*** Data for analysis ***

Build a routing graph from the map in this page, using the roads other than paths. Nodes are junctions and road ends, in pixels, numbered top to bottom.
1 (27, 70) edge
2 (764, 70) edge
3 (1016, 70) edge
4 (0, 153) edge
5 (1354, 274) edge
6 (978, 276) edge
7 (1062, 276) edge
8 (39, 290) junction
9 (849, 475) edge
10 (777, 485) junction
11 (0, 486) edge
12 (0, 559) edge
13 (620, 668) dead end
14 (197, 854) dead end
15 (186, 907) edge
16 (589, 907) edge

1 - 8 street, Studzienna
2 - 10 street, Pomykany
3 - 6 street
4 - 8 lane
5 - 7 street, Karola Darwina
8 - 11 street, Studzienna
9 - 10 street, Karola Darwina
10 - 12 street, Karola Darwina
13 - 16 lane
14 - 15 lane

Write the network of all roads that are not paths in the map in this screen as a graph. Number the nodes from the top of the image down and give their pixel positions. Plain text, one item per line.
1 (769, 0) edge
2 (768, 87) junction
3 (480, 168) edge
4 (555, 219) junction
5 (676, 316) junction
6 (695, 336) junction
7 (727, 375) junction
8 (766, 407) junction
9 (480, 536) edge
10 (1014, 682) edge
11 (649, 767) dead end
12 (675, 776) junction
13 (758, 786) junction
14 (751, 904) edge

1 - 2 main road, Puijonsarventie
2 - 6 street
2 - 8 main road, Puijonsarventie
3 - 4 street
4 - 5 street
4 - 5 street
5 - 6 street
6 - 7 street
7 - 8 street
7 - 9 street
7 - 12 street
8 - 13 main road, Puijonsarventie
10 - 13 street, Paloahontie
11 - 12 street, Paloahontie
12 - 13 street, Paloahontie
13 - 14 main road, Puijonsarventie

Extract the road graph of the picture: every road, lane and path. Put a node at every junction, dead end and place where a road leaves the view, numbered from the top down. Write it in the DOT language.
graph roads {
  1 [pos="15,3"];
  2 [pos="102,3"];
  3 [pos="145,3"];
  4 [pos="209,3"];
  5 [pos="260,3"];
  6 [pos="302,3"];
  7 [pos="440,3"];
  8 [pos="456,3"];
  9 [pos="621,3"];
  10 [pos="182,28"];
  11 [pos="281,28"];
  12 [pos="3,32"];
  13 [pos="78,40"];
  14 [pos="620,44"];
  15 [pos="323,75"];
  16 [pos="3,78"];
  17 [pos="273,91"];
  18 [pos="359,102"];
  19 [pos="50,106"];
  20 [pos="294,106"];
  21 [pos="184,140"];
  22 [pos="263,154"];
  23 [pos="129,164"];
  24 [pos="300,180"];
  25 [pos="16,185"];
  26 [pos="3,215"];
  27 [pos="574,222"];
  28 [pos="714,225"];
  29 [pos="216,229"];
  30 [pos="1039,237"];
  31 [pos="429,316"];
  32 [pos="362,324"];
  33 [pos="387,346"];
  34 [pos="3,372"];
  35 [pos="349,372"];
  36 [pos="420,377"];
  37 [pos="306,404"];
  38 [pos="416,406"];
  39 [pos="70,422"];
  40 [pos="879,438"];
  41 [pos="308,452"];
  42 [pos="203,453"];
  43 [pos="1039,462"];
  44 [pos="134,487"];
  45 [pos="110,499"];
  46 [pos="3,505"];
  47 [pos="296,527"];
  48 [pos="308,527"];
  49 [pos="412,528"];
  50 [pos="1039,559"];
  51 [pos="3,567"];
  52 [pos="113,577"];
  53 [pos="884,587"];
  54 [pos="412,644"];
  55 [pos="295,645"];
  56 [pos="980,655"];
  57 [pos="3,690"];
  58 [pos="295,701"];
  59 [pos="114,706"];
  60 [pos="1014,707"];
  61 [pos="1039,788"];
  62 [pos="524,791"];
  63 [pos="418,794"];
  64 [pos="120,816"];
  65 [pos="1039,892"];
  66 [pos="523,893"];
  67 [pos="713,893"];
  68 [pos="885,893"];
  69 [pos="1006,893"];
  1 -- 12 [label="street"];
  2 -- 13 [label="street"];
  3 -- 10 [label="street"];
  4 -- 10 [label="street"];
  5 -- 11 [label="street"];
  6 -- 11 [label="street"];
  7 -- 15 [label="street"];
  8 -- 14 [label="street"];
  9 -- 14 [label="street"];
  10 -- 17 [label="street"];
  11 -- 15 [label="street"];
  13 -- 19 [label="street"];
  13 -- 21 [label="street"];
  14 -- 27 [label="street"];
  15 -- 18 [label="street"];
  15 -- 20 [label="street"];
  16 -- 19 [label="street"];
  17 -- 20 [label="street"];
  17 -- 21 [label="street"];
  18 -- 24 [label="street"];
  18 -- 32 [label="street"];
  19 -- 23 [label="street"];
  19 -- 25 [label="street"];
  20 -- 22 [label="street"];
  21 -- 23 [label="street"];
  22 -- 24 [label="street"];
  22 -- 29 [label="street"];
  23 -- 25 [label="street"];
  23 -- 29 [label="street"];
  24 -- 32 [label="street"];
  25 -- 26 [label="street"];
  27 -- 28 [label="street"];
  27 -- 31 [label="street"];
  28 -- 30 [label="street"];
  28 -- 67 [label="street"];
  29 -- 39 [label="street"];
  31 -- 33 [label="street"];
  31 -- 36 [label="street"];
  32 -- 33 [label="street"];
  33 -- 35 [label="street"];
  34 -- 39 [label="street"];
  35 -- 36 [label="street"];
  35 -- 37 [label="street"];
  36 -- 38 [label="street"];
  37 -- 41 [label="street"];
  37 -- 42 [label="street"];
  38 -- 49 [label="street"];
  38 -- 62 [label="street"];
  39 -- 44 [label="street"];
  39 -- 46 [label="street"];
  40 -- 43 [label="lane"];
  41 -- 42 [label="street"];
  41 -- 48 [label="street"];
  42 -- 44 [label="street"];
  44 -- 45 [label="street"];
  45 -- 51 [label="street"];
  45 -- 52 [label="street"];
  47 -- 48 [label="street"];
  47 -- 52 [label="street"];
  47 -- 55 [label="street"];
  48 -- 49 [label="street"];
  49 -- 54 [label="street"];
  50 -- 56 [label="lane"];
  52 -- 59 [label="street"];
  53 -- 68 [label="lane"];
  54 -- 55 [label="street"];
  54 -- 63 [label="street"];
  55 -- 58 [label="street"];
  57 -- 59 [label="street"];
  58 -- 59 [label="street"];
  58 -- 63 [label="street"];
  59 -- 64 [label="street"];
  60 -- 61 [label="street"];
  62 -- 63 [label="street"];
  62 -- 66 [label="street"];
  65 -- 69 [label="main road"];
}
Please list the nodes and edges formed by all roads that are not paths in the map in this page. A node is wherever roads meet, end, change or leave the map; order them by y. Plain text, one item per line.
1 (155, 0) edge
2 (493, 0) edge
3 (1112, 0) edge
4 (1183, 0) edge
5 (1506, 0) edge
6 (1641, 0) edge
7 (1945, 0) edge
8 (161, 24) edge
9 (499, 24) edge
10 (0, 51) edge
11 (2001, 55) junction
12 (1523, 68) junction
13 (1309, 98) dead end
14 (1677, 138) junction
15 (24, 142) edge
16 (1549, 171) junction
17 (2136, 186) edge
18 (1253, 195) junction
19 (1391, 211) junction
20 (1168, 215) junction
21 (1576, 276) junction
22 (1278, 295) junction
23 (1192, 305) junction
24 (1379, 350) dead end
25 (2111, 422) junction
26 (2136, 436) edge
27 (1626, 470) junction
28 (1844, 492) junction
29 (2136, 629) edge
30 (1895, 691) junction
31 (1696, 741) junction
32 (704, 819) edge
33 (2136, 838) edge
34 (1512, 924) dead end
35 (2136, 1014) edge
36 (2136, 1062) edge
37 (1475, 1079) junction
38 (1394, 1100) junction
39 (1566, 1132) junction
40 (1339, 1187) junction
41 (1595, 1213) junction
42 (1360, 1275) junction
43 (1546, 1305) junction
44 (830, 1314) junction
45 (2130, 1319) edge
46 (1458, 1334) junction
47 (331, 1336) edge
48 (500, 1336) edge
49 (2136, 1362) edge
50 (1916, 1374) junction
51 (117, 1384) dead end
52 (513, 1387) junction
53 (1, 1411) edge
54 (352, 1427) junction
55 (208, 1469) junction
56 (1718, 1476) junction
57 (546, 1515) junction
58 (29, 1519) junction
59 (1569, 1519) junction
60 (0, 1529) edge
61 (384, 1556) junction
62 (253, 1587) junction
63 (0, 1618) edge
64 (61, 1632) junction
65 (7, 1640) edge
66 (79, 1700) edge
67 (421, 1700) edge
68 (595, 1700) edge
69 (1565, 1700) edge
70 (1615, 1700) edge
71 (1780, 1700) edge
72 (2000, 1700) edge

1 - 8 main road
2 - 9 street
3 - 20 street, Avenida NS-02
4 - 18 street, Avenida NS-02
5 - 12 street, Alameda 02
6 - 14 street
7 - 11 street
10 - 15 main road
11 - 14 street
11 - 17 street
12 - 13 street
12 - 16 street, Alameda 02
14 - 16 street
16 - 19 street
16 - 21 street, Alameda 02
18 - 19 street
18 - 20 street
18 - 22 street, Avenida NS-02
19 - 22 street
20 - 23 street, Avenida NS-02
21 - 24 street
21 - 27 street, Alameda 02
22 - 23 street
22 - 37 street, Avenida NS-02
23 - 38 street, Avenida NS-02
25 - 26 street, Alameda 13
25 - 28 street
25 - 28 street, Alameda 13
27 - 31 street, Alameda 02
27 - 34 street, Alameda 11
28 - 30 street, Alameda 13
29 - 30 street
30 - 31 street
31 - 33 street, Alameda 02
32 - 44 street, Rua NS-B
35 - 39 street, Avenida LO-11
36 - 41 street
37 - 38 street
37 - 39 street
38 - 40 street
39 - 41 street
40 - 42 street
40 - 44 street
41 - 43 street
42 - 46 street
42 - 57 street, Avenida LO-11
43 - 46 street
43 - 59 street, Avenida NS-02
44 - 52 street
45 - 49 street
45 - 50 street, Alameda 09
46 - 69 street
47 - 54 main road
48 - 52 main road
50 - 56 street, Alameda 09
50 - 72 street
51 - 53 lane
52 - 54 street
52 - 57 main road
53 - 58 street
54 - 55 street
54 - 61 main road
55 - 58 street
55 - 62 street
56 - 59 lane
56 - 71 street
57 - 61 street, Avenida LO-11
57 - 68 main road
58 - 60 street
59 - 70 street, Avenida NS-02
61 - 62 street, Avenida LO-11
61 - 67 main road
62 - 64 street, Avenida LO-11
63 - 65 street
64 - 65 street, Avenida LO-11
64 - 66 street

*** End of Data for analysis ***

Exercise directions:
Within the data above, how many lines include the string "numbered"? Answer with the number by itself.

Answer for this exercise:
2